Page 38: Leveraging crowdsourcing techniques and technologies to generate better …gsars.org/wp-content/uploads/2017/10/AMIS-crowdsourcing_Final.pdf · 1 Leveraging crowdsourcing techniques

38

Annex 1: Algorithm – Kaduna, Nigeria Collection Pilot To improve the SMS validity by overcoming identified user entry errors, we developed a custom algorithm (attached). Following is a more user- friendly summary of errors and rules. 0.1: if the message contains the following character, replace them with space - Character List: {/, \, - ,_,",=,>,} 0.11: replace single quote ' with empty (NO SPACE) 0.2: after the above one, replace double space into single space, so that message is ready for split by space. 0.3: Replace 'O' to '0'; '!' to '1', 'I' to '1' 1. After decoding and cleaning, if no valid numerical values found, mark the row as Invalid with comment 'Incomplete message'.

2. If no match found on commodity/machinery/fertilizer/pesticides code, mark row as Invalid with comment 'Incomplete message'.

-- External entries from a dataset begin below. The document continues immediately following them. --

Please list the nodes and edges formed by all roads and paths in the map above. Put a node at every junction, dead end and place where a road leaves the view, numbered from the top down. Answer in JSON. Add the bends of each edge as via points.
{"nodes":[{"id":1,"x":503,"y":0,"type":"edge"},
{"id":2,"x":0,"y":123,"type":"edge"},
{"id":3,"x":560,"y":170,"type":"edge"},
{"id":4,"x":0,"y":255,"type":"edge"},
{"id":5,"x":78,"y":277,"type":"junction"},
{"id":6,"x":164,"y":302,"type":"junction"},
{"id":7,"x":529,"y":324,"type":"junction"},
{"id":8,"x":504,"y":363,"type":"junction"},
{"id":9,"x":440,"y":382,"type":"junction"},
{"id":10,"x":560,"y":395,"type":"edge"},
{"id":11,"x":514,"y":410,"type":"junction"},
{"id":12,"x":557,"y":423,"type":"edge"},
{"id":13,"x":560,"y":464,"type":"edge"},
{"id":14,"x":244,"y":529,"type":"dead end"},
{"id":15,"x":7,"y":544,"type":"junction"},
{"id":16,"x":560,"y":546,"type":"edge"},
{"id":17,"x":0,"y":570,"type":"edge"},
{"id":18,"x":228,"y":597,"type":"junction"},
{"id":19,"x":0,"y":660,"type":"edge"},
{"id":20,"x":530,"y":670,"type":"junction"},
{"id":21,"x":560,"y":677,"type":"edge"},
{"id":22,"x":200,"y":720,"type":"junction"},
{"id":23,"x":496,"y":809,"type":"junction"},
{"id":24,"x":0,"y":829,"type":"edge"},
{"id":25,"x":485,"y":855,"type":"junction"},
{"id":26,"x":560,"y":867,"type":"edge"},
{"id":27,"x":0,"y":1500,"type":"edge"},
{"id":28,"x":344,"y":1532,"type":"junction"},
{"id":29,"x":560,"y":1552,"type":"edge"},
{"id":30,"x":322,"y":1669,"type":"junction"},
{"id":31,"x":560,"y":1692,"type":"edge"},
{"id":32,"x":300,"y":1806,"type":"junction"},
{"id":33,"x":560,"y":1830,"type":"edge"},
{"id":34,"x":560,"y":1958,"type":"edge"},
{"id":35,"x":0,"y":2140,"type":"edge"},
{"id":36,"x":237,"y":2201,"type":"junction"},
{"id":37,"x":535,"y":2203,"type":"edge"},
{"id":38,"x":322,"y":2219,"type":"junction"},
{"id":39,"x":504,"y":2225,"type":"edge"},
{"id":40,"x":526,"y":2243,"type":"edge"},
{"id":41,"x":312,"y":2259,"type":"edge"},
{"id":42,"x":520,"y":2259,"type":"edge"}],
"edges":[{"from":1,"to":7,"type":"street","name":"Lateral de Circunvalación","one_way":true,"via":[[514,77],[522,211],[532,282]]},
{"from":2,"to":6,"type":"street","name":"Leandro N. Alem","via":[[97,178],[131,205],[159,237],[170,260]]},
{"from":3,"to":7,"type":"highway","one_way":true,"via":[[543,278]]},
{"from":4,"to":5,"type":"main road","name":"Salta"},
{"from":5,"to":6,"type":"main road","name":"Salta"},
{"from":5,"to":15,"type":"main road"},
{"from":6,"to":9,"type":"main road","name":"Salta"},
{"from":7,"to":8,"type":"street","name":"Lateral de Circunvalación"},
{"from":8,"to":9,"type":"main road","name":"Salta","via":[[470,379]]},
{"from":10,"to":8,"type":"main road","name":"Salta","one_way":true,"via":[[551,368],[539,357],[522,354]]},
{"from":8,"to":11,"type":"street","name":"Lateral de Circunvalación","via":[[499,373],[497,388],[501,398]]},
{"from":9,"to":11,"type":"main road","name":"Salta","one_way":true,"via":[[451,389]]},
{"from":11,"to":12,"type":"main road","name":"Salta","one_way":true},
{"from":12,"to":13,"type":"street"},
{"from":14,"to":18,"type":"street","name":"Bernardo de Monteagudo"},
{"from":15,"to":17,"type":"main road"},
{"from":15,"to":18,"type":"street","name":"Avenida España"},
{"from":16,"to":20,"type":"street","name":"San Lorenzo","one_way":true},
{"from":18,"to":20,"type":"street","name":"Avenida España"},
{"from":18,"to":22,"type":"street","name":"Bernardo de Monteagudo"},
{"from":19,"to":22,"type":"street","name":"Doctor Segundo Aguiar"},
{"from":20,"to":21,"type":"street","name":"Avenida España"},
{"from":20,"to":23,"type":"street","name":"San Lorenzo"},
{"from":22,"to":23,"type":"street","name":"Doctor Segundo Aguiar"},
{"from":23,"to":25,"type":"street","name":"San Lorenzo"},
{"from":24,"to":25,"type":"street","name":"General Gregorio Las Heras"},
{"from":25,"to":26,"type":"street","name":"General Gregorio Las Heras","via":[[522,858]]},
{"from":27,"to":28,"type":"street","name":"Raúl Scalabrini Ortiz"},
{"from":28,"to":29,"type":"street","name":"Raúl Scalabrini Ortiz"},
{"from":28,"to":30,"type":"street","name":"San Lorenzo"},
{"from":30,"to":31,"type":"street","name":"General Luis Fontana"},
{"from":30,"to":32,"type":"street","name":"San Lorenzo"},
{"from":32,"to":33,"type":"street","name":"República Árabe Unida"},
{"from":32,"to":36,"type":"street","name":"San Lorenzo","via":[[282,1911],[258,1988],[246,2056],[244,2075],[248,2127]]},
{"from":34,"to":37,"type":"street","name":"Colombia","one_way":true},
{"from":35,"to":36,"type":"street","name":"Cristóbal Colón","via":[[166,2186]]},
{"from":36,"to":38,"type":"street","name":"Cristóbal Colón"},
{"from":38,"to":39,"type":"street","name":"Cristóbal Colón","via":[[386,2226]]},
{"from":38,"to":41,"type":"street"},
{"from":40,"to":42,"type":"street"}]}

3. If no match found within the Measure-List, mark row as invalid with comment 'Incomplete message'.

4. If value is given as '0' for following SMS short codes (FGP,TWP,TRP,SCPMC,SCPFC,SCPPC), mark row as invalid with comment 'Value cannot be zero’.

5. Unit code check: If unit of measure code is given as 11,12,13 for the SMS short codes OTHER than SCPMC, FCPMC, FCPW,FCPE, mark row as invalid with comment 'Invalid Unit of Measure'.

6. If no matching LGA/Market found for the given telephone number, mark LGA/Market column with 'N/A'.

7. If the phone number and key category does not exist in the crowd registry and if it is a valid message, insert relevant comment as 'Not a Valid Farmer' or 'Not a Valid Wholesale Trader', etc. Also, set LGA/Market as 'N/A'. a. Wholesale trader must submit data only for Wholesale data and Retail Traders must submit retail data. Identify type by using the first two characters of keyword: 'TW' means wholesale; ‘TR' means retail.

b. If there is no matching phone number, mark as 'Not a valid contributor'. Data row can be set as Valid if it is a valid SMS. 8. There are several messages where '.' used as thousand separator instead of ','. Example: FGP 9 6 22.000. Here the value is actually meant as 22000. Remove the '.' only if: after splitting the message, if the 4th element has '.' and after '.', if the length is 3, remove '.' to get the actual value.

9. Some messages combine the commodity and measure codes. Examples: TRP 84 600, TRP 23 520, FGP 56 #13000 FGP 61 1200. In such cases, check the second element in the array. If it exceeds the commodity code of 18, it means, possibly, the user combined the commodity code and measure code. Split the codes. Consider the first as the commodity code and the second as the measure code.

10. In others, the SMS short code and commodity codes are combined. Example: "2348028153733","NIG_AIRTEL","FGP3 6 38500","2017-01-09T14:57:53.548Z". Try to first match with SMS code list. Then take the remaining, assign to the commodity code, and refine the message.